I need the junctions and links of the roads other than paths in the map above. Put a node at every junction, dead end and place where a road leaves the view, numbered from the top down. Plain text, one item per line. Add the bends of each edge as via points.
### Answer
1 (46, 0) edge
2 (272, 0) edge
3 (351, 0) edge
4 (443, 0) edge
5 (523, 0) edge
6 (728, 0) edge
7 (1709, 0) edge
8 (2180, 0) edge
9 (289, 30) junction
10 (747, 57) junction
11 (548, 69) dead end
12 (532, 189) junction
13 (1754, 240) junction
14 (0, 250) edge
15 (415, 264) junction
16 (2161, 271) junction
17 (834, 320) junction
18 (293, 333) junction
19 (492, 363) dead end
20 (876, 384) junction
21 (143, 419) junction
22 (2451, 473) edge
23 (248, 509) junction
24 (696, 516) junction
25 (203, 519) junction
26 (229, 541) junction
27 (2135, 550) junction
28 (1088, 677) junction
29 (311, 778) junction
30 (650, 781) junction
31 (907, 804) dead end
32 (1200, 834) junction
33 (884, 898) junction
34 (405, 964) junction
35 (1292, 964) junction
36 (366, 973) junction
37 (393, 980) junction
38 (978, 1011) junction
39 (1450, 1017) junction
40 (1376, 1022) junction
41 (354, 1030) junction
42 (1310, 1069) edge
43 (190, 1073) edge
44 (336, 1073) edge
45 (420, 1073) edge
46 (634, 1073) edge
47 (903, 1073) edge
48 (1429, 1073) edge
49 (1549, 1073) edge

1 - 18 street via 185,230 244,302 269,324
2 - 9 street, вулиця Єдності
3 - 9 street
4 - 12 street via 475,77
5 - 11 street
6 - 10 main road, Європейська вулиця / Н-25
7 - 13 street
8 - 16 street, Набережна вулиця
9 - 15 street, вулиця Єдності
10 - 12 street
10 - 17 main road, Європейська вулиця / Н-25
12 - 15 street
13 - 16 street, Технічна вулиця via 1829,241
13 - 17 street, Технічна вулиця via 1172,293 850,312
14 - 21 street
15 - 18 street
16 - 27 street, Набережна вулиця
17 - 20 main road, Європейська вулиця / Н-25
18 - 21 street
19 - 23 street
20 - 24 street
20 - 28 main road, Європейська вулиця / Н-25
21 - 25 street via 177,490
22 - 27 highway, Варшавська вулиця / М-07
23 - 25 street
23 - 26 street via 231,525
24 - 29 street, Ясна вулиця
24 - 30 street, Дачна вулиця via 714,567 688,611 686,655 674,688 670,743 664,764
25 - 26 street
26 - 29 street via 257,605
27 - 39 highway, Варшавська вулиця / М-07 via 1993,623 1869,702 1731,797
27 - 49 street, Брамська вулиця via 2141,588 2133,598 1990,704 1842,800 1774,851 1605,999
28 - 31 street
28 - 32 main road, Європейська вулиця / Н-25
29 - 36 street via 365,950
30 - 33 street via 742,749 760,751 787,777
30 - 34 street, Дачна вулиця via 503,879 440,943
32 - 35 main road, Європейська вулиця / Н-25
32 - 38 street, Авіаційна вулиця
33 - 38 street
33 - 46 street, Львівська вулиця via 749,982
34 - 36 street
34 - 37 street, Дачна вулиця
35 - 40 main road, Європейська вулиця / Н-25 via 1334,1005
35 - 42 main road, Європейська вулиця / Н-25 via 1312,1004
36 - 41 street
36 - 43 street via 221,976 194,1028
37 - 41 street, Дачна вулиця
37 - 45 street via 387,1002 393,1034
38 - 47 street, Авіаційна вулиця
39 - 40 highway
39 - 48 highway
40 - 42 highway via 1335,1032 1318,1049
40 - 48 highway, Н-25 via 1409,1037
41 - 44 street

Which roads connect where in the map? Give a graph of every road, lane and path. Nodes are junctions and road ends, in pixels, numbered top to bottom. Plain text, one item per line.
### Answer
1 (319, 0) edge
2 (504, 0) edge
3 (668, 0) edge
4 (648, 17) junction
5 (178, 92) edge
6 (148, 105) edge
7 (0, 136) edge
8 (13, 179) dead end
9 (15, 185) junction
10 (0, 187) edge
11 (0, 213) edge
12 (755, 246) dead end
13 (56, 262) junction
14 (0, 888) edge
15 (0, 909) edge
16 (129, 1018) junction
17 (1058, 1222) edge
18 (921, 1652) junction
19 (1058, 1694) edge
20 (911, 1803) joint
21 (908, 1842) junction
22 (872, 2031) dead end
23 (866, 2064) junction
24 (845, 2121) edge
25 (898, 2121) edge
· · ·
→ Exercise requirements
All lines above in which the word "Технічна" occurs should be identified and copied.

→ Written solution
13 - 16 street, Технічна вулиця via 1829,241
13 - 17 street, Технічна вулиця via 1172,293 850,312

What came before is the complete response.